Don Agustín olfatea la cocina. No nota olor a gas. el único olor que hay es el de la sopa que acaba de preparase. A don Agustín le gustan las sopas. Siempre que va a la carnicería pide un hueso de esos que regalan para los perros. Si los canes están fuertes alimentándose de osamentas, don Agustín también lo está. Su salud es más fuerte que las rejas de la ventana de la cocina.
-Espere, espere... Eso tiene arreglo.
Don Agustín busca en el cajón de la mesa un rollo de cinta aislante.
-Le ponemos un poco de ésto y ya está.
-¿Dónde está el baño, señor?
-¿El baño?

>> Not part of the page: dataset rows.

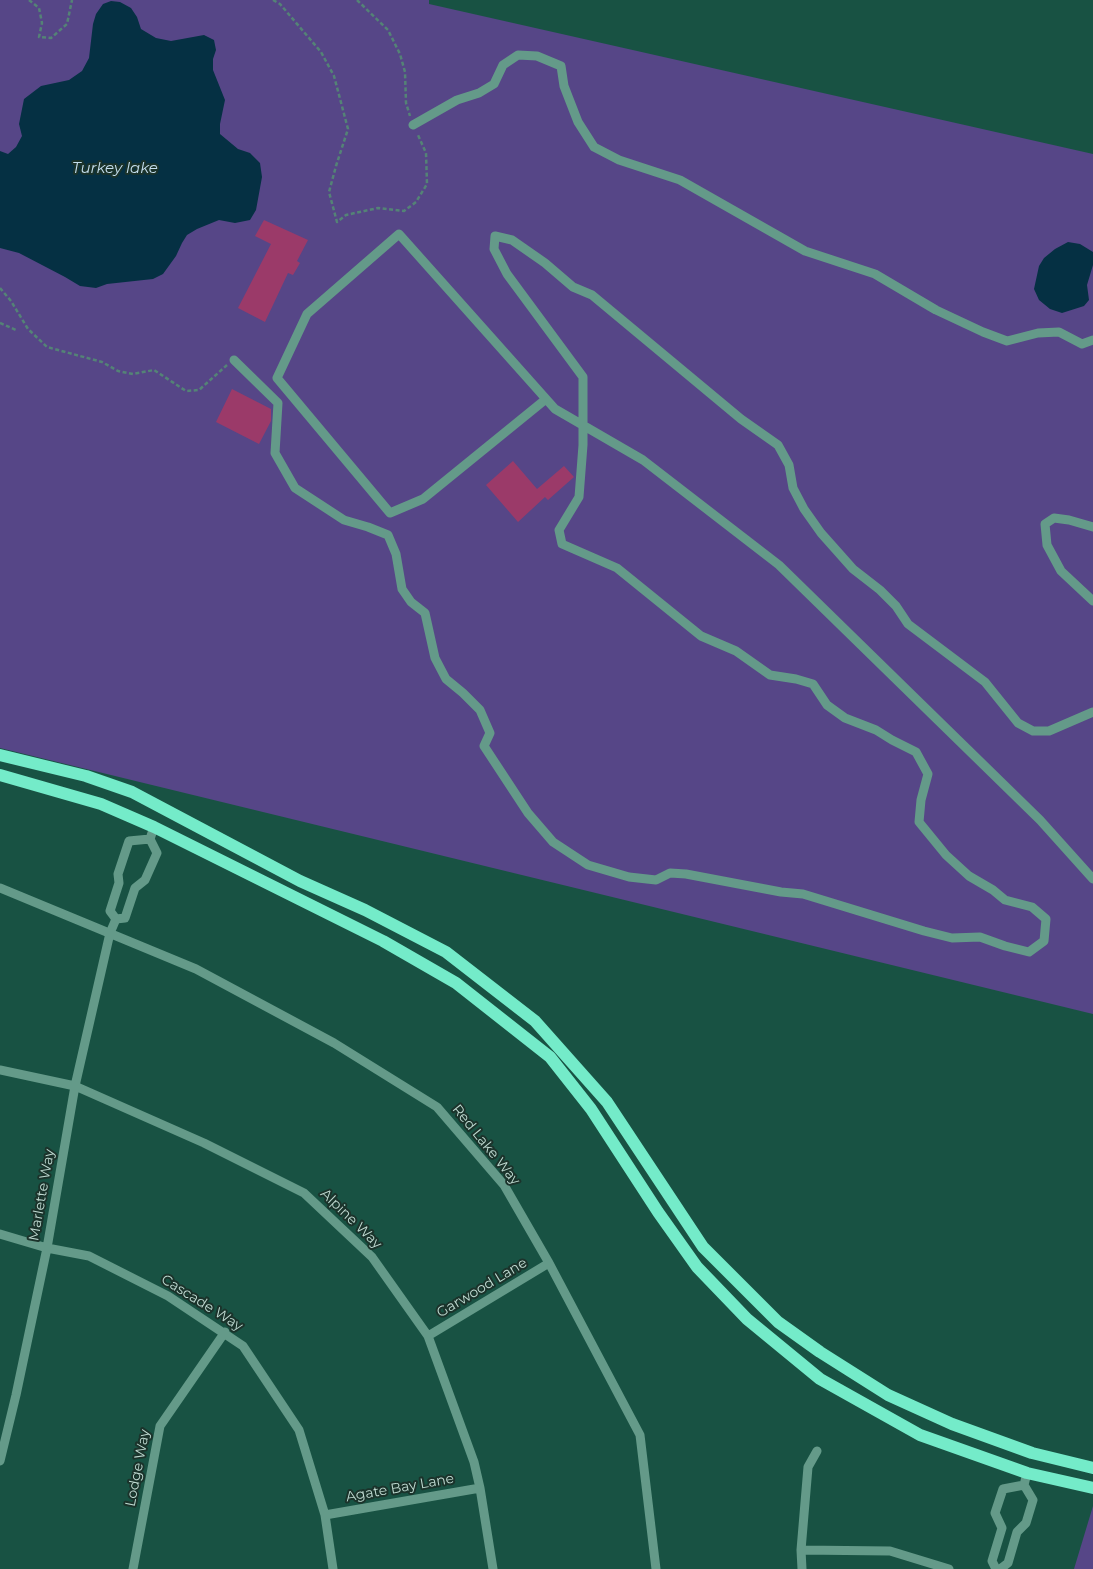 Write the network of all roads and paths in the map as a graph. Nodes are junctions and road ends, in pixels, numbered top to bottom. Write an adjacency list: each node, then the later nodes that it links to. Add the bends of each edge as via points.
1 (29, 0): 2 (path, via 38,8 42,24 39,37 51,38 67,24)
2 (72, 0)
3 (274, 0): 5 (path, via 321,52 334,76 348,129 329,192 337,222 346,215 378,208 404,210 416,202 427,184 426,154)
4 (357, 0): 5 (path, via 388,30 400,54 405,72 406,103)
5 (413, 125): 9 (street, via 494,84 503,65 518,55 537,56 560,66 578,122 594,147 602,152 680,180 806,251 875,274 936,310 991,335 1007,341 1038,332 1059,332 1082,344)
6 (0, 288): 10 (path, via 28,329 47,347 102,362 118,371 132,374 154,370 186,391 199,390)
7 (0, 323): 8 (path)
8 (16, 330)
9 (1093, 340)
10 (234, 360): 12 (street, via 278,403 275,453 295,488 344,520 388,535 396,554 402,589 425,613 438,665 446,679 480,710 490,733 484,746 528,813 553,842 588,865 629,878 656,880 670,873 686,874 803,894 924,931 952,938 980,938 1029,952 1044,941 1046,919 1032,907 1005,900 969,876 946,855 919,822 928,774 916,752 876,730 845,718 827,705 813,684 770,675 736,651 702,636 617,568 562,544 559,530 579,497)
11 (546, 399): 11 (street, via 399,234 307,314 277,378 390,513 423,499); 12 (street, via 555,409)
12 (584, 426): 15 (street, via 583,376 507,274 494,249 495,236 512,240 573,287 592,295 740,419 778,445 789,465 792,488 821,533 853,569 896,606 908,624 985,682 1018,723 1034,731 1049,731); 21 (street, via 643,460 779,565 1040,820)
13 (1093, 527): 14 (street, via 1054,518 1045,524 1047,545 1061,572)
14 (1093, 601)
15 (1093, 712)
16 (0, 755): 18 (main road, via 86,776 132,792)
17 (0, 775): 19 (main road, via 101,804)
18 (163, 808): 19 (main road); 35 (main road, via 300,881 446,952 535,1021 607,1102 702,1247 778,1322 888,1395 952,1424)
19 (154, 826): 20 (street); 38 (main road, via 383,941 456,983 550,1057 591,1109 697,1267 747,1319 820,1379 920,1435)
20 (150, 839): 22 (street, via 129,842 118,874); 24 (street, via 157,853 145,880)
21 (1093, 879)
22 (119, 883): 24 (street); 25 (street, via 110,911)
23 (0, 888): 26 (street, Red Lake Way)
24 (135, 888): 25 (street, via 125,918)
25 (116, 919): 26 (street, Marlette Way)
26 (110, 933): 28 (street, Marlette Way); 31 (street, Red Lake Way, via 196,969 334,1043 437,1107 504,1185)
27 (0, 1070): 28 (street, Alpine Way)
28 (75, 1086): 30 (street, Marlette Way); 33 (street, Alpine Way, via 204,1143 304,1193 372,1257)
29 (0, 1234): 30 (street, Cascade Way)
30 (47, 1248): 32 (street, Cascade Way, via 89,1256 168,1296); 36 (street, Marlette Way)
31 (549, 1263): 33 (street, Garwood Lane); 48 (street, Red Lake Way, via 640,1435)
32 (225, 1332): 41 (street, Cascade Way, via 243,1346 300,1430); 45 (street, Lodge Way, via 160,1426)
33 (428, 1336): 39 (street, Alpine Way, via 474,1462)
34 (817, 1451): 44 (street, via 808,1467)
35 (1032, 1452): 37 (main road); 38 (main road)
36 (0, 1461)
37 (1093, 1468)
38 (1025, 1479): 40 (main road); 42 (street, via 1003,1489 996,1513); 43 (street, via 1034,1500 1026,1523)
39 (480, 1488): 41 (street, Agate Bay Lane); 47 (street, Alpine Way)
40 (1093, 1488)
41 (325, 1515): 46 (street, Cascade Way)
42 (1002, 1528): 43 (street); 51 (street, via 992,1561)
43 (1016, 1532): 51 (street, via 1008,1563)
44 (801, 1550): 49 (street); 50 (street, via 890,1551)
45 (133, 1569)
46 (333, 1569)
47 (493, 1569)
48 (656, 1569)
49 (802, 1569)
50 (950, 1569)
51 (998, 1569)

Venga por aquí.
El ladrón se fija en las lámparas del salón. En aquella casa hay dinero. el viejo tiene pasta. El ladrón agarra a don Agustín por la chaqueta del traje gris hecho a medida y los sacude.
-¡Ay que me mata! -grita don Agustín.
No puede gritar más: el ladrón le tapa la boca con una mano callosa. Don Agutín lamenta no haberse puesto la dentadura postiza. Sin dientes no puede morder los dedos del atracador.
-Calladito, viejo.
Don Agustín asiente. ¿Y si llora? Una lágrima cae por su mejilla mal afeitada.
-No me mate, por favor.
-¿Dónde guardas el dinero?
-En el banco.
El ladrón lo ata a una silla con un cordón blanco que saca del bolsillo del pantalón vaquero.
-¿Dónde está el dinero?
Don Agustín tiembla. Aquello va en serio. Se acuerda de los 180.000 euros que guarda en la caja fuerte de su habitación.
-El dinero lo tiene mi hija -miente-. Si me deja llamarla...
El puño del ladrón golpea la cara de don Agustín. Lo va a matar. Otro golpe lo hace tambalearse en la silla.
-¡Pare, hombre de Dios! Llévese los cuartos y no me pegue.
Don Agustín le dice al ladrón la combinación secreta de la caja fuerte.
-Mi vida vale más que treinta millones de pesetas.
-La mía también -dice el ladrón al sentirse mareado por el gas que se extiende por la vivienda.
La caja fuerte se resiste. El ladrón vuelve a marcar la combinación.
-¿Me dijo 24-12-1909?
-Sí, señor. En esa fecha nació mi hermano mayor. Una buena persona que nunca le hizo daño a nadie.
La puertecita abre. El ladrón mete la mano en el interior de la caja y empieza a quitar fajos de billetes.
-¡Cuánto me costó ganarlo! -se lamenta don Agustín-. Si pudiera volver atrás, me metía a ladrón como usted.
-¿En qué trabajaba?
-Fui comerciante. Tenía una tienda de esas que venden de todo.
El ladrón, cada vez más mareado, guarda el dinero en una bolsa de supermercado. Necesita más el aire que el dinero.
-¿Ya se va?
-¿Tiene más dinero?
-Dinero no, pero tengo aquí unas joyas que fueron de mi esposa. Puede llevarlas también.
-No, gracias.
-¿Quiere el tocadiscos? Está nuevo.
-Ya no se utilizan esos cacharros.
-La tele es nueva, pero si la quiere, se la doy.
El ladrón sale del piso dando tumbos. Cuando entra en el ascensor, oye a don Agustín gritar:
-¡Oiga! ¡Qué se ha dejado el dinero!
Vuelve a entrar y coge la bolsa que le tiende el anciano.
-Los millones eran para comprarle un piso al nieto, pero prefiero que los lleve usted. Mi nieto nunca viene a verme.